_What you need to do_
How many lines in the data below include the word "nodes"? State the number alone.

-- Material for the task follows --

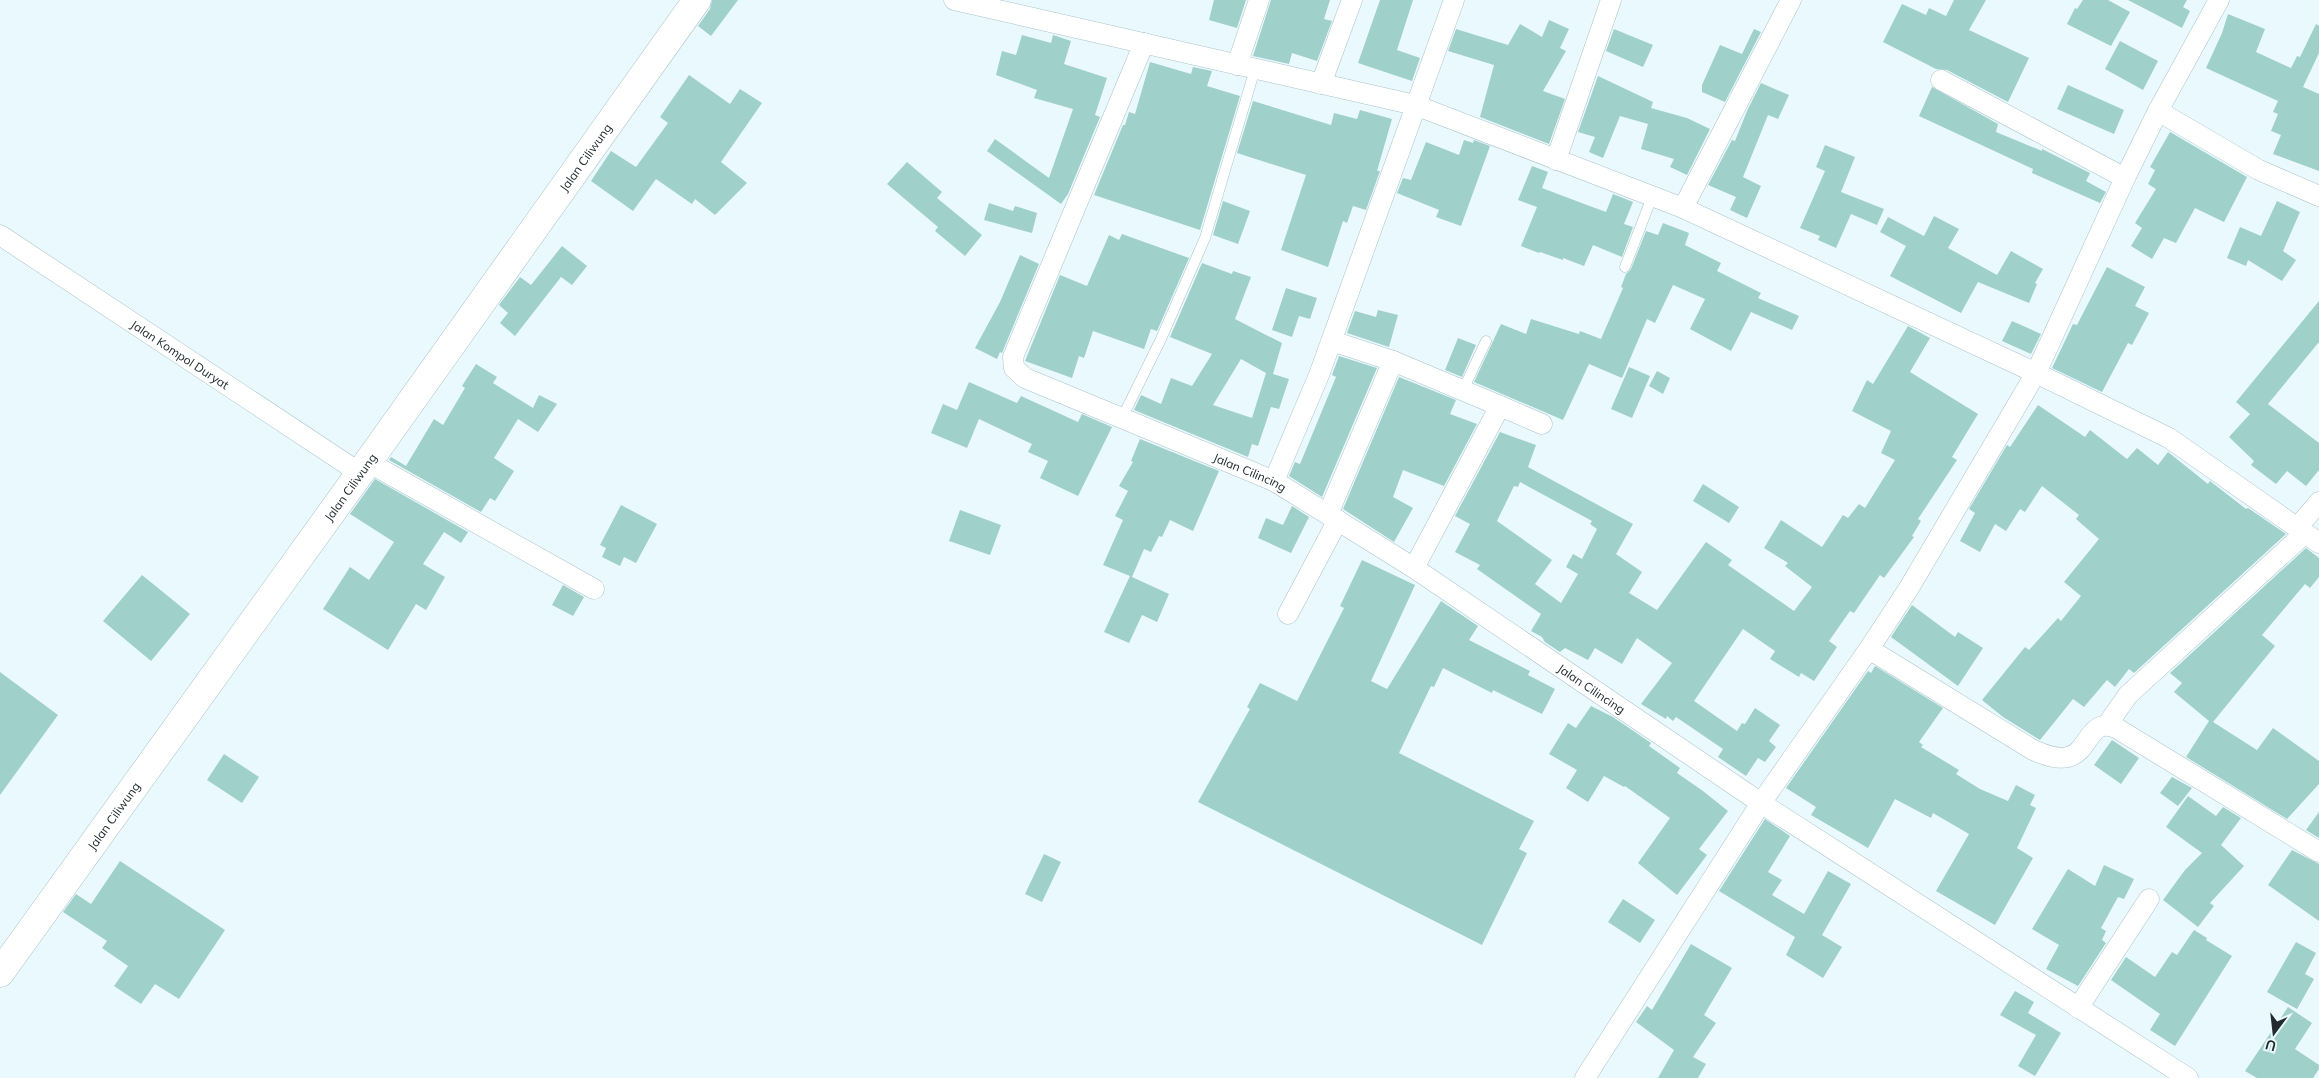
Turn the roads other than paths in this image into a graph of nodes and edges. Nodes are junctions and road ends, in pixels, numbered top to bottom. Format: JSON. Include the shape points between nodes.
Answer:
{"nodes":[{"id":1,"x":697,"y":0,"type":"edge"},
{"id":2,"x":954,"y":0,"type":"edge"},
{"id":3,"x":1259,"y":0,"type":"edge"},
{"id":4,"x":1352,"y":0,"type":"edge"},
{"id":5,"x":1454,"y":0,"type":"edge"},
{"id":6,"x":1611,"y":0,"type":"edge"},
{"id":7,"x":1791,"y":0,"type":"edge"},
{"id":8,"x":2219,"y":0,"type":"edge"},
{"id":9,"x":1144,"y":43,"type":"junction"},
{"id":10,"x":1246,"y":67,"type":"junction"},
{"id":11,"x":1941,"y":80,"type":"dead end"},
{"id":12,"x":1321,"y":84,"type":"junction"},
{"id":13,"x":1415,"y":105,"type":"junction"},
{"id":14,"x":2158,"y":111,"type":"junction"},
{"id":15,"x":1556,"y":160,"type":"junction"},
{"id":16,"x":2125,"y":178,"type":"junction"},
{"id":17,"x":2319,"y":196,"type":"edge"},
{"id":18,"x":1652,"y":197,"type":"junction"},
{"id":19,"x":1683,"y":208,"type":"junction"},
{"id":20,"x":0,"y":235,"type":"edge"},
{"id":21,"x":1625,"y":267,"type":"dead end"},
{"id":22,"x":1332,"y":340,"type":"junction"},
{"id":23,"x":1486,"y":341,"type":"dead end"},
{"id":24,"x":1393,"y":361,"type":"junction"},
{"id":25,"x":2036,"y":373,"type":"junction"},
{"id":26,"x":1463,"y":390,"type":"junction"},
{"id":27,"x":1500,"y":406,"type":"junction"},
{"id":28,"x":1122,"y":418,"type":"junction"},
{"id":29,"x":1542,"y":424,"type":"dead end"},
{"id":30,"x":364,"y":468,"type":"junction"},
{"id":31,"x":1274,"y":481,"type":"junction"},
{"id":32,"x":2319,"y":502,"type":"edge"},
{"id":33,"x":1333,"y":517,"type":"junction"},
{"id":34,"x":2307,"y":535,"type":"edge"},
{"id":35,"x":1414,"y":568,"type":"junction"},
{"id":36,"x":594,"y":589,"type":"dead end"},
{"id":37,"x":1288,"y":614,"type":"dead end"},
{"id":38,"x":1869,"y":649,"type":"junction"},
{"id":39,"x":2107,"y":725,"type":"junction"},
{"id":40,"x":1761,"y":803,"type":"junction"},
{"id":41,"x":2319,"y":852,"type":"edge"},
{"id":42,"x":2149,"y":899,"type":"dead end"},
{"id":43,"x":0,"y":973,"type":"edge"},
{"id":44,"x":2078,"y":1008,"type":"junction"},
{"id":45,"x":1585,"y":1078,"type":"edge"},
{"id":46,"x":2188,"y":1078,"type":"edge"}],
"edges":[{"from":1,"to":30,"type":"main road","name":"Jalan Ciliwung"},
{"from":2,"to":9,"type":"street"},
{"from":3,"to":10,"type":"street"},
{"from":4,"to":12,"type":"street"},
{"from":5,"to":13,"type":"street"},
{"from":6,"to":15,"type":"street"},
{"from":7,"to":19,"type":"street"},
{"from":8,"to":14,"type":"street"},
{"from":9,"to":10,"type":"street"},
{"from":9,"to":28,"type":"street","name":"Jalan Cilincing","via":[[1013,357],[1014,368],[1025,378]]},
{"from":10,"to":12,"type":"street"},
{"from":10,"to":28,"type":"lane","via":[[1205,238]]},
{"from":11,"to":16,"type":"street"},
{"from":12,"to":13,"type":"street"},
{"from":13,"to":15,"type":"street"},
{"from":13,"to":22,"type":"street"},
{"from":14,"to":16,"type":"street"},
{"from":14,"to":17,"type":"street","via":[[2259,170]]},
{"from":15,"to":18,"type":"street"},
{"from":16,"to":25,"type":"street"},
{"from":18,"to":19,"type":"street"},
{"from":18,"to":21,"type":"lane"},
{"from":19,"to":25,"type":"street"},
{"from":20,"to":30,"type":"street","name":"Jalan Kompol Duryat"},
{"from":22,"to":24,"type":"street"},
{"from":22,"to":31,"type":"street"},
{"from":23,"to":26,"type":"lane"},
{"from":24,"to":26,"type":"street"},
{"from":24,"to":33,"type":"street"},
{"from":25,"to":34,"type":"street","via":[[2169,438]]},
{"from":25,"to":38,"type":"street","via":[[1909,588]]},
{"from":26,"to":27,"type":"street"},
{"from":27,"to":29,"type":"street"},
{"from":27,"to":35,"type":"street"},
{"from":28,"to":31,"type":"street","name":"Jalan Cilincing"},
{"from":30,"to":36,"type":"street","name":"Jalan Kompol Duryat"},
{"from":30,"to":43,"type":"main road","name":"Jalan Ciliwung"},
{"from":31,"to":33,"type":"street","name":"Jalan Cilincing"},
{"from":32,"to":34,"type":"street"},
{"from":33,"to":35,"type":"street","name":"Jalan Cilincing"},
{"from":33,"to":37,"type":"street"},
{"from":34,"to":39,"type":"street","via":[[2128,696]]},
{"from":35,"to":40,"type":"street","name":"Jalan Cilincing"},
{"from":38,"to":39,"type":"street","via":[[2033,750],[2048,756],[2062,758],[2074,754],[2096,728]]},
{"from":38,"to":40,"type":"street"},
{"from":39,"to":41,"type":"street","via":[[2131,736]]},
{"from":40,"to":44,"type":"street","name":"Jalan Cilincing"},
{"from":40,"to":45,"type":"street"},
{"from":42,"to":44,"type":"street"},
{"from":44,"to":46,"type":"street","name":"Jalan Cilincing"}]}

-- Material for the task concluded --

_Solution to the problem_
2